Thursday, January 3, 2013

Muscle Confusion

One of my gifts for Christmas from Mary was Come on All You Ghosts, a book of poetry by American poet Matthew Zapruder. I love poetry for many reasons, but I think all the reasons: entertainment, education, introspection, insight, beauty, pretty much all come back to one big appeal for me. Muscle confusion.

You know how cross training is such a successful workout because your body doesn’t know what’s coming next? Your muscles get used to doing one thing, then those muscles increase in power, but the rest maintain their flabbiness and flaccidity. Cross training confuses your muscles, causing them to burn more fat and develop more steadily - or something. I really don’t know much about cross training, having never done it myself. But I think that’s the general idea, and that’s what applies to poetry. Follow me?

Reading novels and biographies, watching movies and having conversations all establish our language patterns in a relatively set way. Very rarely are we surprised by the construction of dialogue or text, although the content occasionally astonishes. I know that I will note a well placed metaphor or turn of phrase, but nothing throws my brain into quite a different gear as does poetry. I love to be surprised by someone’s creativity with words. I like not being able to anticipate what’s coming next. Unpredictability in language is one of my favorite things. I like stretching the brain muscle in its language capacity. I imagine it’s how some people feel about complicated mathematical equations.

Here are a few of my favorite excerpts from this particular book of poetry.

from "Pocket":

Saying pocket makes me feel potentially
but not yet busy.

from "April Snow":

I feel like a mountain of cell phone chargers

and finally my favorite from "Poem for Ferlinghetti":

That constant humming sound is time
coming to take us
away from each other.
Or the refrigerator,
keeping the milk cold
and pure.

In case you’re wondering, context does little or nothing to change the tone or meaning of these excerpts. They can stand alone or be experienced in a creative symphony of felt words.

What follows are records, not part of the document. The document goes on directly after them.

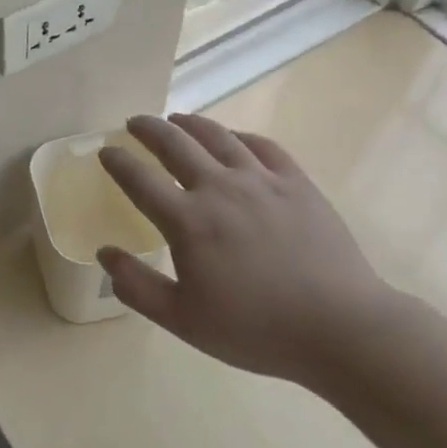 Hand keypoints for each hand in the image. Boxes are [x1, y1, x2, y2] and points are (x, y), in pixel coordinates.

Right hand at [96, 113, 393, 386]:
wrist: (341, 328)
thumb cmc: (257, 329)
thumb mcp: (184, 321)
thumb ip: (137, 287)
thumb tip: (105, 252)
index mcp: (188, 221)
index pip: (140, 180)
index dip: (118, 162)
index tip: (105, 151)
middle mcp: (220, 188)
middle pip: (175, 144)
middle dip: (148, 129)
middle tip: (134, 123)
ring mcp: (261, 180)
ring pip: (217, 136)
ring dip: (190, 123)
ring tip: (177, 118)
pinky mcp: (296, 182)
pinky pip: (261, 145)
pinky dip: (238, 136)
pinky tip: (233, 139) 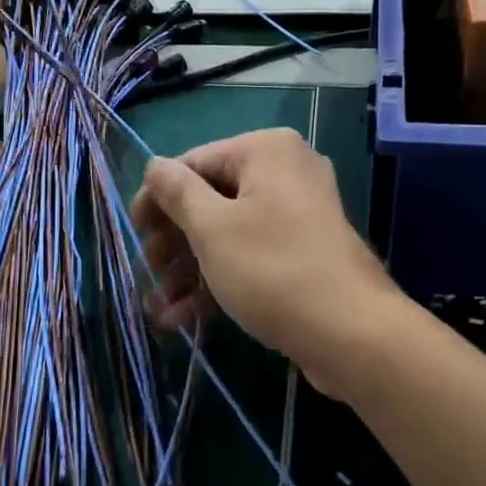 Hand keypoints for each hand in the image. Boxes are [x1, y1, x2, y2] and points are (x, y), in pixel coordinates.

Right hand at [130, 129, 399, 395]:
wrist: (352, 334)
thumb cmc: (273, 269)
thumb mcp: (212, 229)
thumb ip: (177, 193)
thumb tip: (155, 166)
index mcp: (265, 151)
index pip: (194, 163)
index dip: (157, 199)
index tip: (133, 234)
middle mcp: (285, 173)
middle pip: (211, 199)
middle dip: (174, 241)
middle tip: (149, 272)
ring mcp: (298, 215)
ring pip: (228, 233)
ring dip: (190, 269)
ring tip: (160, 308)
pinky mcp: (303, 254)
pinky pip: (251, 256)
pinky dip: (219, 280)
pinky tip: (185, 318) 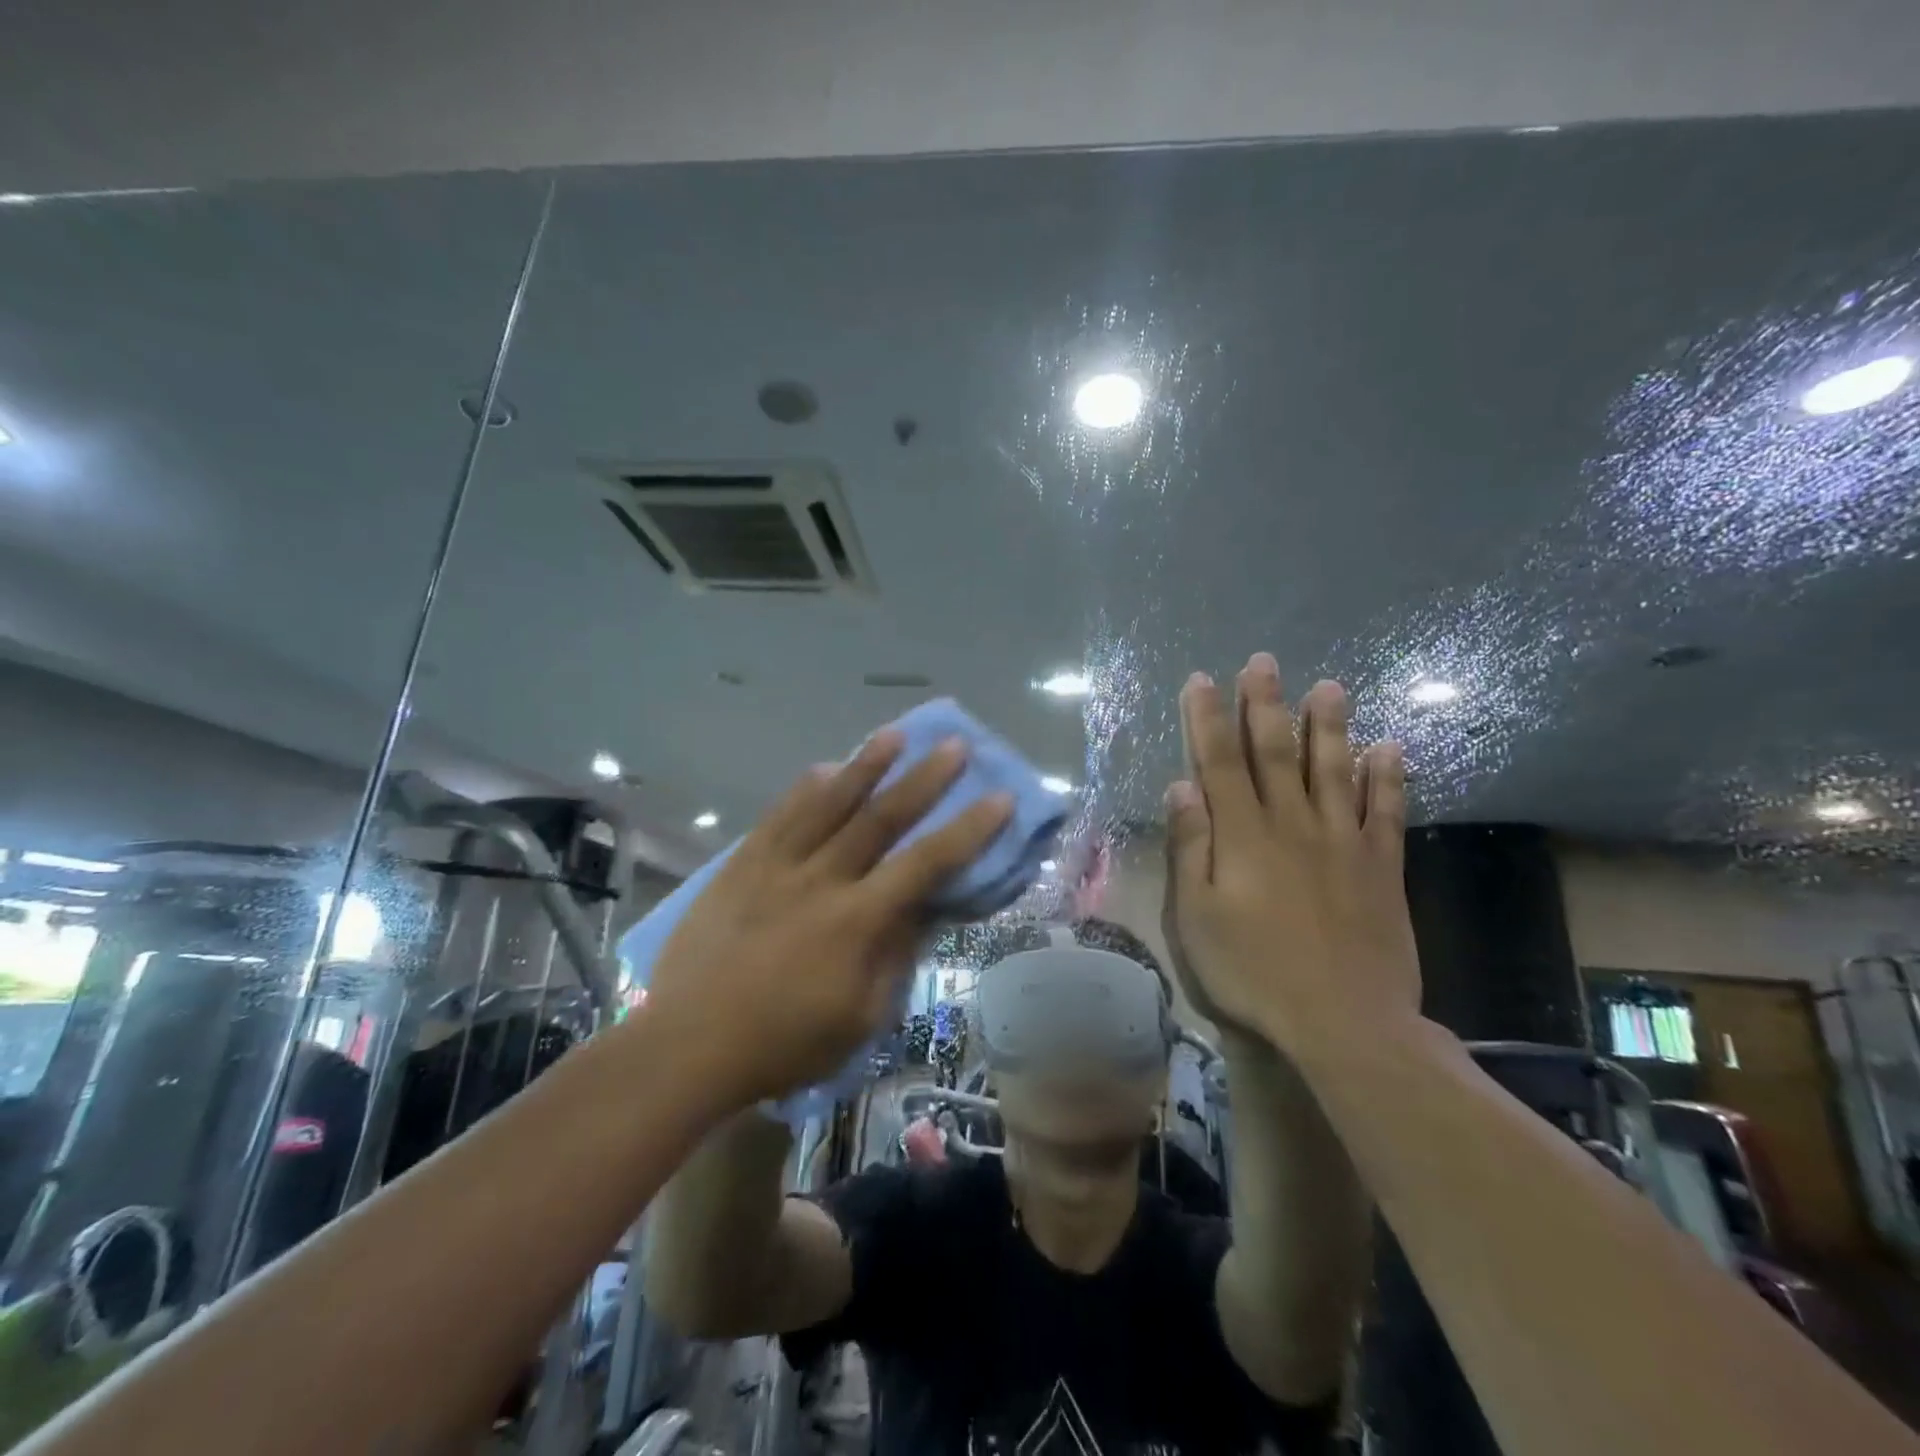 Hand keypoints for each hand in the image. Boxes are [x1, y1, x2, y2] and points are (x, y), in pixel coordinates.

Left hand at [645, 730, 1011, 1111]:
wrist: (689, 1044)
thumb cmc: (784, 1043)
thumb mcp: (860, 1018)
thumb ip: (895, 958)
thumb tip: (920, 911)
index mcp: (858, 920)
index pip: (926, 863)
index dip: (968, 829)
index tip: (998, 797)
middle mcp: (822, 879)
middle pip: (881, 818)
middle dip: (923, 779)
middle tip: (953, 745)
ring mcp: (777, 866)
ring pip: (828, 804)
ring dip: (865, 766)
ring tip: (894, 735)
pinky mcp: (741, 865)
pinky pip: (778, 816)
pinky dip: (804, 790)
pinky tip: (823, 767)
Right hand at [1161, 653, 1420, 1058]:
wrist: (1344, 1022)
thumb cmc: (1254, 972)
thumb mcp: (1197, 918)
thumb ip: (1189, 848)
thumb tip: (1180, 788)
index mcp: (1243, 836)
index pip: (1219, 762)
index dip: (1207, 718)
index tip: (1201, 681)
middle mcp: (1292, 824)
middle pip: (1275, 752)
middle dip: (1265, 704)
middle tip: (1264, 662)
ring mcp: (1343, 842)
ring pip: (1334, 769)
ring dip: (1329, 726)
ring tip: (1330, 685)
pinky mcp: (1381, 867)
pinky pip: (1387, 812)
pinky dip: (1390, 778)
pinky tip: (1391, 747) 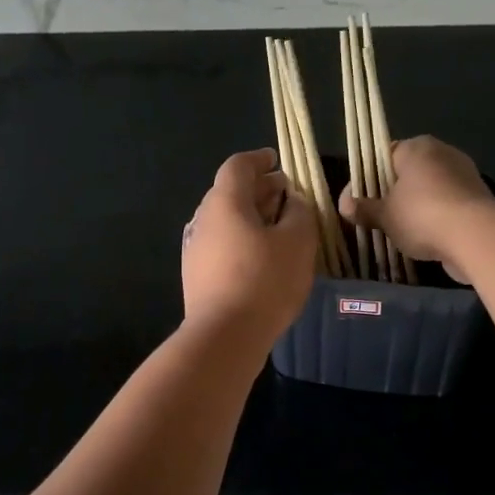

All that being said, I don’t love poetry the way I love reading novels or memoirs, nor do I love it as much as a lengthy
conversation. I don't think it’s any more or less valid as a vehicle for communicating thoughts or feelings via word. But it can be a refreshing and invigorating change of pace for the noggin now and then. If you like - and you can comment - you can let me know what you use to exercise the brain. 

Or you can tell me more about cross training for the body.